UNITED STATES
                       SECURITIES AND EXCHANGE COMMISSION
                             WASHINGTON, D.C. 20549

                                   ----------

                                    FORM 8-K

                                 CURRENT REPORT
                      PURSUANT TO SECTION 13 OR 15(d) OFHE
                         SECURITIES EXCHANGE ACT OF 1934

                       Date of Report: September 27, 2004
                        (Date of earliest event reported)

                           ALBANY INTERNATIONAL CORP.
             (Exact name of registrant as specified in its charter)

          Delaware                     0-16214                   14-0462060
(State or other jurisdiction         (Commission               (IRS employer
     of incorporation)               file number)            identification no.)

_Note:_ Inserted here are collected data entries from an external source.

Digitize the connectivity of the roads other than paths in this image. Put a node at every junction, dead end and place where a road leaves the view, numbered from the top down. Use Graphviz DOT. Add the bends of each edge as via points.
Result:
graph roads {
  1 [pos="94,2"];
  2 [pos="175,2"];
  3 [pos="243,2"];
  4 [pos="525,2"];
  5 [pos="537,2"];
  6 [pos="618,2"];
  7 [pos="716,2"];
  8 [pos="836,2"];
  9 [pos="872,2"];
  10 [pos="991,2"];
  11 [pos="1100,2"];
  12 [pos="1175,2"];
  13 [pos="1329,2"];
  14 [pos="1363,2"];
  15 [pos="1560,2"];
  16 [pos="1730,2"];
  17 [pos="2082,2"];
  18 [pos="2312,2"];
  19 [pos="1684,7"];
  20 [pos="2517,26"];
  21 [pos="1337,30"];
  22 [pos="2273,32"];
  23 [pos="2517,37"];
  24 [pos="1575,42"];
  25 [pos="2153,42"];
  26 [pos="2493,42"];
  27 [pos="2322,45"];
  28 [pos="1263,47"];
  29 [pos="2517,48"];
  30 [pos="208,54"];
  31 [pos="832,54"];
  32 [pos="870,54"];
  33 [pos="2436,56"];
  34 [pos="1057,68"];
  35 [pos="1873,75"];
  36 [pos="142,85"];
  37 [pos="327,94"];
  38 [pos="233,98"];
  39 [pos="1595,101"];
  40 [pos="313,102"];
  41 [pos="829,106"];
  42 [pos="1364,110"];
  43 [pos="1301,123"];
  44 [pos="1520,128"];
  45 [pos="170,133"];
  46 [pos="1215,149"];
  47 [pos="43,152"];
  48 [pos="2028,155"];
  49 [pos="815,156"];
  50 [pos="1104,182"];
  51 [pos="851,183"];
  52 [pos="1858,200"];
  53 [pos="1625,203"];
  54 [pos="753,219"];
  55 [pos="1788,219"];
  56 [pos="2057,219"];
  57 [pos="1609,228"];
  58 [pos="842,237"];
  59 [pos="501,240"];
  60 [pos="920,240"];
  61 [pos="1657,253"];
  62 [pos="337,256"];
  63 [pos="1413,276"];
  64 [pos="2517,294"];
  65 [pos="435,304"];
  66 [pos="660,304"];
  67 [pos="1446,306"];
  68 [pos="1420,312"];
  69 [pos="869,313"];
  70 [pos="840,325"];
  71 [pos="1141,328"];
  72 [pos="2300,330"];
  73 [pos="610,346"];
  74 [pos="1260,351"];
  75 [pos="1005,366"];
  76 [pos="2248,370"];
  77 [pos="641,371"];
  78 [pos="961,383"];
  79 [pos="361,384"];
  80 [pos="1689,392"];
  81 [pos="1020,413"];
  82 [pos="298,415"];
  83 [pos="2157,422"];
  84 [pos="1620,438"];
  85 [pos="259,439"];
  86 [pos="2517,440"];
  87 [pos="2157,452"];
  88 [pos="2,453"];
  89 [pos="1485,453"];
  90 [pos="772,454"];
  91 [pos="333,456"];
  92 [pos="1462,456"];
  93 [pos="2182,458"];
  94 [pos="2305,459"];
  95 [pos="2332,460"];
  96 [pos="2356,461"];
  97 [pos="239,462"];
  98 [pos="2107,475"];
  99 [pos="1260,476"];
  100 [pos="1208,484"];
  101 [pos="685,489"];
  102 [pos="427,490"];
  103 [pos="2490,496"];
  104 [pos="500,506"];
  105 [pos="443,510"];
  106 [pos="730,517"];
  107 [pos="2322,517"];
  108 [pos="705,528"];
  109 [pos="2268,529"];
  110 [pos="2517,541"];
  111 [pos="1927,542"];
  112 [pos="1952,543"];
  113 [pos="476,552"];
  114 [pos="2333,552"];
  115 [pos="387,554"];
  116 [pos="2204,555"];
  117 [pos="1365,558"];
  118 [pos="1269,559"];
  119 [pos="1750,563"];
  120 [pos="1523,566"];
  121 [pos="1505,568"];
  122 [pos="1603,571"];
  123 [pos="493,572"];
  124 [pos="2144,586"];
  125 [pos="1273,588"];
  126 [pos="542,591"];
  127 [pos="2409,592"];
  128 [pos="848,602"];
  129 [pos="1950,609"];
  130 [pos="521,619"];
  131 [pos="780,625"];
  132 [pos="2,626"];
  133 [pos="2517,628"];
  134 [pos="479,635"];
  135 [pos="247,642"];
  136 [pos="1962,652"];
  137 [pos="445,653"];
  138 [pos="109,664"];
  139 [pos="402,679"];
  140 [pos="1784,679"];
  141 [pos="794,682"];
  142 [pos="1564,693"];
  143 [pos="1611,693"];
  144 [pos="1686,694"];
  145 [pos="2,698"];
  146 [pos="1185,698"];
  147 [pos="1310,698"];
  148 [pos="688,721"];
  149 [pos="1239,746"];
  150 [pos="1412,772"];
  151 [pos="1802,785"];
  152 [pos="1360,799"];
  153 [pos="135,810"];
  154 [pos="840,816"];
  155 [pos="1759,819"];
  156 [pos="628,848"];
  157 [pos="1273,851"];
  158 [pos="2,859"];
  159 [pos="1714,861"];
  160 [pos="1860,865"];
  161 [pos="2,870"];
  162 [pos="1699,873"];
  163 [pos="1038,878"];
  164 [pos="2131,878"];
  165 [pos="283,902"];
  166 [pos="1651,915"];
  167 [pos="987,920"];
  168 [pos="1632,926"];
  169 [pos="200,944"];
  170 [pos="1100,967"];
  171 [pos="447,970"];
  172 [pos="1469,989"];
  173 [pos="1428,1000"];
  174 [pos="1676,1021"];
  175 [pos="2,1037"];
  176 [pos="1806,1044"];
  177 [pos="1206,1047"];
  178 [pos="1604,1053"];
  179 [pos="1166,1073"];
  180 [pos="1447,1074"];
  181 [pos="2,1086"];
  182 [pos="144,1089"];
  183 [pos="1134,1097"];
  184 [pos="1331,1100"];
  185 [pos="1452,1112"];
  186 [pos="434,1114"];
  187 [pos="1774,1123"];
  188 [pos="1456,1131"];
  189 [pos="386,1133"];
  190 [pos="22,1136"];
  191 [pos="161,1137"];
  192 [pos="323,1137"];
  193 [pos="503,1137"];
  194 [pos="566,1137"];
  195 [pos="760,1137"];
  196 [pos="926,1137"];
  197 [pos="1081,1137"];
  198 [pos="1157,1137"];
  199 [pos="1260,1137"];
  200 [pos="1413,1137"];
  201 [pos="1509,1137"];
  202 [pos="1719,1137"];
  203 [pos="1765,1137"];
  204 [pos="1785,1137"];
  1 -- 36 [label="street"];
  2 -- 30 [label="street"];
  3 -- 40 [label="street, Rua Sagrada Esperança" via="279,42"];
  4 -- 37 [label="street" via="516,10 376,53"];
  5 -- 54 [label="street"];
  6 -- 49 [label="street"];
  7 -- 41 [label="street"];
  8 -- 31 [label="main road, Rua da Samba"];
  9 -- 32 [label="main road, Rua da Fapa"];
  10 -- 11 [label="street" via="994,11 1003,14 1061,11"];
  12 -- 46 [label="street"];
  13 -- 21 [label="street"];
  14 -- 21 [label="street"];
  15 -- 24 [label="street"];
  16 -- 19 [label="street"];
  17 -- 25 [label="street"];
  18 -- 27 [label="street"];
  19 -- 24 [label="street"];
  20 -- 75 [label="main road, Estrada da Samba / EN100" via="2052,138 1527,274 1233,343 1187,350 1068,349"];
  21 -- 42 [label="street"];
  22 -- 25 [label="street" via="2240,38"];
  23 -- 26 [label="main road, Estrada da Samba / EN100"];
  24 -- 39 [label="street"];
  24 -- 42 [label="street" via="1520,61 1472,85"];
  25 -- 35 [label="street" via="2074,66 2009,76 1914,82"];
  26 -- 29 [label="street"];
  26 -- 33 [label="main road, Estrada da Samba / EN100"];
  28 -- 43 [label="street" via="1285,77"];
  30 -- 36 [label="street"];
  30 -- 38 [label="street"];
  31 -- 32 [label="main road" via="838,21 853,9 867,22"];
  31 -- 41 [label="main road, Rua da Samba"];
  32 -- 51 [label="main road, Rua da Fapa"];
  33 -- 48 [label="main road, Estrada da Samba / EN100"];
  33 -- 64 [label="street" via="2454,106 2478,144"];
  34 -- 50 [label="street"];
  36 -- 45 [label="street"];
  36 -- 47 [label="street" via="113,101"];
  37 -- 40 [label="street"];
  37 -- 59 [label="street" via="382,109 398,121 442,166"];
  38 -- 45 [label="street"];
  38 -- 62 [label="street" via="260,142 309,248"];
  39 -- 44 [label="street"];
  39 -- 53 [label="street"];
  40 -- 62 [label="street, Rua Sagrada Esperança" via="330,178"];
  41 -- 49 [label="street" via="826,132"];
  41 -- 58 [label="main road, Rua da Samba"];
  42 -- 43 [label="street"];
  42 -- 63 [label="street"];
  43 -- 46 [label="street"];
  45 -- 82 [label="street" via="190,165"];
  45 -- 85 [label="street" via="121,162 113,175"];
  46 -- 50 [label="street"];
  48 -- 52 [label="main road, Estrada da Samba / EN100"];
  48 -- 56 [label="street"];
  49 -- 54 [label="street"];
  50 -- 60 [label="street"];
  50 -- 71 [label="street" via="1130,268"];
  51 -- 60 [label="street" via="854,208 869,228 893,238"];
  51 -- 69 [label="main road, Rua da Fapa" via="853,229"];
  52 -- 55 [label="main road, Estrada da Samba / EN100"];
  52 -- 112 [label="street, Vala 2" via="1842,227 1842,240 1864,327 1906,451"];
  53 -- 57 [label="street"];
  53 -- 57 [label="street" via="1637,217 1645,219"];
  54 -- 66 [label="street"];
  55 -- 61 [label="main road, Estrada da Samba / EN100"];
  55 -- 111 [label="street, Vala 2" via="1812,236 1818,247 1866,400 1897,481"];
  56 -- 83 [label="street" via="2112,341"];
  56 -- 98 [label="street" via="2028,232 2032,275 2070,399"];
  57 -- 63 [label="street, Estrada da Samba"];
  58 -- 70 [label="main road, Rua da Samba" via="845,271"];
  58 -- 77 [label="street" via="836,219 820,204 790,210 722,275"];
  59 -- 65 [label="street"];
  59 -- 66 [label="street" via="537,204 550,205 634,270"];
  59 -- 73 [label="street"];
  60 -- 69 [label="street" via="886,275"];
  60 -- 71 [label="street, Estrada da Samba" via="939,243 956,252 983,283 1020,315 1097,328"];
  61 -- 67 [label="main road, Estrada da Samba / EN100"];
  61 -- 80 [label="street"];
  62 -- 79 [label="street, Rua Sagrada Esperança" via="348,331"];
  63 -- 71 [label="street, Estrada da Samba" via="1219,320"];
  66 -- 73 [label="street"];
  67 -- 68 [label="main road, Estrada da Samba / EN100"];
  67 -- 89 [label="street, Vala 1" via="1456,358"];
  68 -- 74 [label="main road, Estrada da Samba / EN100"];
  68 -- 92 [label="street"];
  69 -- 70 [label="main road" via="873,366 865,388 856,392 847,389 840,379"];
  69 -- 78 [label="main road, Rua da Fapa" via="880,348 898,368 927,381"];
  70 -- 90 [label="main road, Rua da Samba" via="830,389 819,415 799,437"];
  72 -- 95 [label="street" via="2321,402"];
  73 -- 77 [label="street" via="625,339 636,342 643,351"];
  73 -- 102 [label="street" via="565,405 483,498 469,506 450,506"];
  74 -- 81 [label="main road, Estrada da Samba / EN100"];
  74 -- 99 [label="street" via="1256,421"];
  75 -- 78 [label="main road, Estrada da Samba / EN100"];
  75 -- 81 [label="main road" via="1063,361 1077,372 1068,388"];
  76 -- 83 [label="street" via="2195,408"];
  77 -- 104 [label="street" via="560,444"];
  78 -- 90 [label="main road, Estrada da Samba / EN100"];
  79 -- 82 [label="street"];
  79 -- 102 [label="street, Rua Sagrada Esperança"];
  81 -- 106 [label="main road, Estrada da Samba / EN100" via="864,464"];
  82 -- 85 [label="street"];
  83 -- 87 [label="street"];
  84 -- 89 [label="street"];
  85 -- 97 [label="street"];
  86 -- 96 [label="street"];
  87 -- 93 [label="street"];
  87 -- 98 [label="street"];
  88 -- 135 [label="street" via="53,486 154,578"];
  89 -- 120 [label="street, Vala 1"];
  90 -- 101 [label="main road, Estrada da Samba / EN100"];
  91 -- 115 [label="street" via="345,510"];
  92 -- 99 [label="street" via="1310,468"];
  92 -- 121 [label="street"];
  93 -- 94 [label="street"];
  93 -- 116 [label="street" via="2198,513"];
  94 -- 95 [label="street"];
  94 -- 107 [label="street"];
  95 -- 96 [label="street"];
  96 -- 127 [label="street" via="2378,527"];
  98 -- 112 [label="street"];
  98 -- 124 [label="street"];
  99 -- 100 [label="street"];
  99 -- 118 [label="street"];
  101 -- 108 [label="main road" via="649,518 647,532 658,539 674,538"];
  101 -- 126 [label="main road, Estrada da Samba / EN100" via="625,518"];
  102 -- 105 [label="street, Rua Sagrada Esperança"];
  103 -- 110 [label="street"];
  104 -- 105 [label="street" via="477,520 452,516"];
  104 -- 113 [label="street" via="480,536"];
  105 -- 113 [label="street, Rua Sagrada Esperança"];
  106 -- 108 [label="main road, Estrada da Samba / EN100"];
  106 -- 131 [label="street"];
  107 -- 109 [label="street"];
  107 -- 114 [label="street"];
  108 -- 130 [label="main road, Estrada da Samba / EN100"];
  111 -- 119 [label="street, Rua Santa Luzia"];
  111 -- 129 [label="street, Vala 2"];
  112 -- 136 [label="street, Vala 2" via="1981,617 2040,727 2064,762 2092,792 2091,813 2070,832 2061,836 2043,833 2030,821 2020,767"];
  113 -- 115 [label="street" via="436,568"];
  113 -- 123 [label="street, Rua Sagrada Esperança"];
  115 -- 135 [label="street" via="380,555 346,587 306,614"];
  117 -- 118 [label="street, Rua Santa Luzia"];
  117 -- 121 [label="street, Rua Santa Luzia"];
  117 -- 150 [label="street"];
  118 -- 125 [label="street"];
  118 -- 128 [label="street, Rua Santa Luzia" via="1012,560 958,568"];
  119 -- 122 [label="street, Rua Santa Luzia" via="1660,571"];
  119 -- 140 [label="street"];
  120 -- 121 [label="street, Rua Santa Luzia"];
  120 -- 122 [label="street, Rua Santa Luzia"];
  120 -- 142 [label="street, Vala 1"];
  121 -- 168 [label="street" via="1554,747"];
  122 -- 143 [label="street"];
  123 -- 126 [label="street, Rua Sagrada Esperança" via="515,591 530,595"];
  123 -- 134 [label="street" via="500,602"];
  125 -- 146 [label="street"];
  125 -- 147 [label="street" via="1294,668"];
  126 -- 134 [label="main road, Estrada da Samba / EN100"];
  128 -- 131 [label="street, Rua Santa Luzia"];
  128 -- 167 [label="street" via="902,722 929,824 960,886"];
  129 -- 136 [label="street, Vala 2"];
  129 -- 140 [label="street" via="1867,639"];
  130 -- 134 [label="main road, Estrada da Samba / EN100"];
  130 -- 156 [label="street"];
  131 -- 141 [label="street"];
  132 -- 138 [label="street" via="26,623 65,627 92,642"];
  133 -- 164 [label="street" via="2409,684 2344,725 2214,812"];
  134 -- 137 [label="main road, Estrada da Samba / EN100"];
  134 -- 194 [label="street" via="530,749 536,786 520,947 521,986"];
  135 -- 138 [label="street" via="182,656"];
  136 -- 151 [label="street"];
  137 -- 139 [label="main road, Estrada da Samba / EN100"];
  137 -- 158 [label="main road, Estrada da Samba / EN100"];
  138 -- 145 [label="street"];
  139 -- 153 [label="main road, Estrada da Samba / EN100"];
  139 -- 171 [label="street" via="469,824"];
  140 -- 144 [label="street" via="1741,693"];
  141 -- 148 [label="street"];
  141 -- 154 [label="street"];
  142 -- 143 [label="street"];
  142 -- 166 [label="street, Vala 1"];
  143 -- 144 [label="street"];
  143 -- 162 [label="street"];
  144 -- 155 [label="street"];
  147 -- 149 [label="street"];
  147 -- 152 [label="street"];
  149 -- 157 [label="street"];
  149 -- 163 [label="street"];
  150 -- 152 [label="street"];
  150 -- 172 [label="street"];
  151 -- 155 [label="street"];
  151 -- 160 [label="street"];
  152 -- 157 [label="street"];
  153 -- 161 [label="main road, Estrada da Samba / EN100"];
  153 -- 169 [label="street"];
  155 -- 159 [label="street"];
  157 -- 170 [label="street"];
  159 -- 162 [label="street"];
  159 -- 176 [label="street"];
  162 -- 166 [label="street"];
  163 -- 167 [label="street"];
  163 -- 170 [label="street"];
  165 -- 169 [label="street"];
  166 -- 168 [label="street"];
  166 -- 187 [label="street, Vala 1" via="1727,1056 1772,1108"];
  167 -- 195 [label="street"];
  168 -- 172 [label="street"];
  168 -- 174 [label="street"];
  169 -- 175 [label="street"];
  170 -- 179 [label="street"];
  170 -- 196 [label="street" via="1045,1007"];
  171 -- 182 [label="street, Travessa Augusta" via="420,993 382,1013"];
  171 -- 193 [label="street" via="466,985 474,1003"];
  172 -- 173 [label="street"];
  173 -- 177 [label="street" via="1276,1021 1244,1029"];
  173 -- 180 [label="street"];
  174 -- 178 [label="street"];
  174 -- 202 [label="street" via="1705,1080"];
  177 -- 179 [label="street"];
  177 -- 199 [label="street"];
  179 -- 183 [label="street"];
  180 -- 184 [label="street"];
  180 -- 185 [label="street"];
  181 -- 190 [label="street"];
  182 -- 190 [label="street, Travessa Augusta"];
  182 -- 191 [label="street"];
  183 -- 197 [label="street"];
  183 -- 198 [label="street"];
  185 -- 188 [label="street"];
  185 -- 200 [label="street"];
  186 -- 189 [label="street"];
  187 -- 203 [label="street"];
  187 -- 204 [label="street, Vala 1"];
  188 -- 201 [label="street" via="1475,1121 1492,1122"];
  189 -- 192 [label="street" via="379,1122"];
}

                      1373 Broadway, Albany, New York 12204
                                 (518) 445-2200
 (Address and telephone number of the registrant's principal executive offices)




Item 1.01. Modification of a Material Definitive Agreement

On September 24, 2004, Albany International Corp. (the "Company") amended the
Receivables Sale Agreement (the "Agreement") among Albany International
Receivables Corporation, Albany International Corp., ABN AMRO Bank N.V., as
agent for the Purchaser, the committed purchasers party thereto and Amsterdam
Funding Corporation, a Delaware corporation. The purpose of the amendment was to
extend the "Liquidity Termination Date" from September 24, 2004 to November 23,
2004. The extension allows the parties to complete the annual program audit
required by the purchasers and Amsterdam. (The Agreement has been previously
filed as Exhibit 10(j)(i).)

Albany International Receivables Corporation is a "Qualified Special Purpose
Entity" under Financial Accounting Standards Board No. 140 and is a wholly owned
subsidiary of Albany International Corp. ABN AMRO Bank. N.V. is a lender under
the Company's primary revolving credit facility and may provide other banking
and financial services to the Company from time to time.




                                    Signature

Pursuant to the requirements of the Securities Exchange Act of 1934, the
registrant has duly caused this report to be signed on its behalf by the
undersigned hereunto duly authorized.

                                           ALBANY INTERNATIONAL CORP.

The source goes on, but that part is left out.